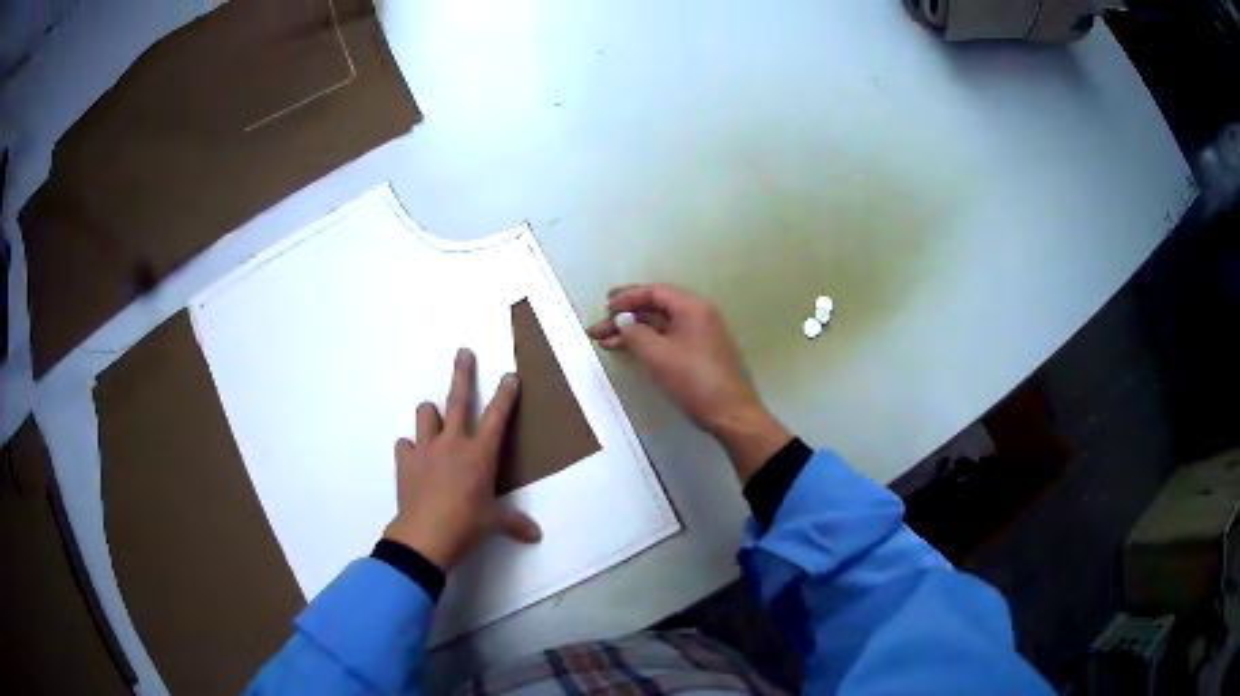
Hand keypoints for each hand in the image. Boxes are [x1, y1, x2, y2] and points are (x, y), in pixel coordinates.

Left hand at [383, 348, 541, 570]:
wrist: (425, 535)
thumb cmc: (467, 525)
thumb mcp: (494, 523)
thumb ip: (514, 522)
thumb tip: (535, 535)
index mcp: (479, 454)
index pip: (497, 417)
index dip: (506, 394)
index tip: (510, 375)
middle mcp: (452, 443)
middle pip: (458, 399)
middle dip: (463, 373)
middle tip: (464, 352)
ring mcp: (425, 449)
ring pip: (425, 413)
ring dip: (431, 414)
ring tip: (434, 421)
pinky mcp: (405, 461)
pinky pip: (404, 445)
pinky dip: (410, 449)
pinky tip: (413, 459)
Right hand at [587, 284, 791, 481]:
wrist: (730, 413)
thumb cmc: (693, 379)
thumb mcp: (657, 354)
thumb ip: (634, 333)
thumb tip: (623, 321)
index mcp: (692, 307)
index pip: (654, 292)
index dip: (627, 298)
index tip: (605, 307)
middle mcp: (698, 315)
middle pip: (656, 308)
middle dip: (625, 317)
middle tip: (598, 327)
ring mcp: (700, 335)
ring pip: (660, 326)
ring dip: (632, 332)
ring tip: (605, 342)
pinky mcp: (699, 354)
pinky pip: (668, 340)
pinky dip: (647, 343)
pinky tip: (628, 351)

━━━━━━

Instructions for the task: Show every line of the entries above where the word "hand" occurs.

Solved exercise:
Hand keypoints for each hand in the image. Boxes are [x1, y1, x2, y2] and points are (x, y), in pixel coordinates.
Left hand at [383, 348, 541, 570]:
Right hand at [587, 284, 791, 481]:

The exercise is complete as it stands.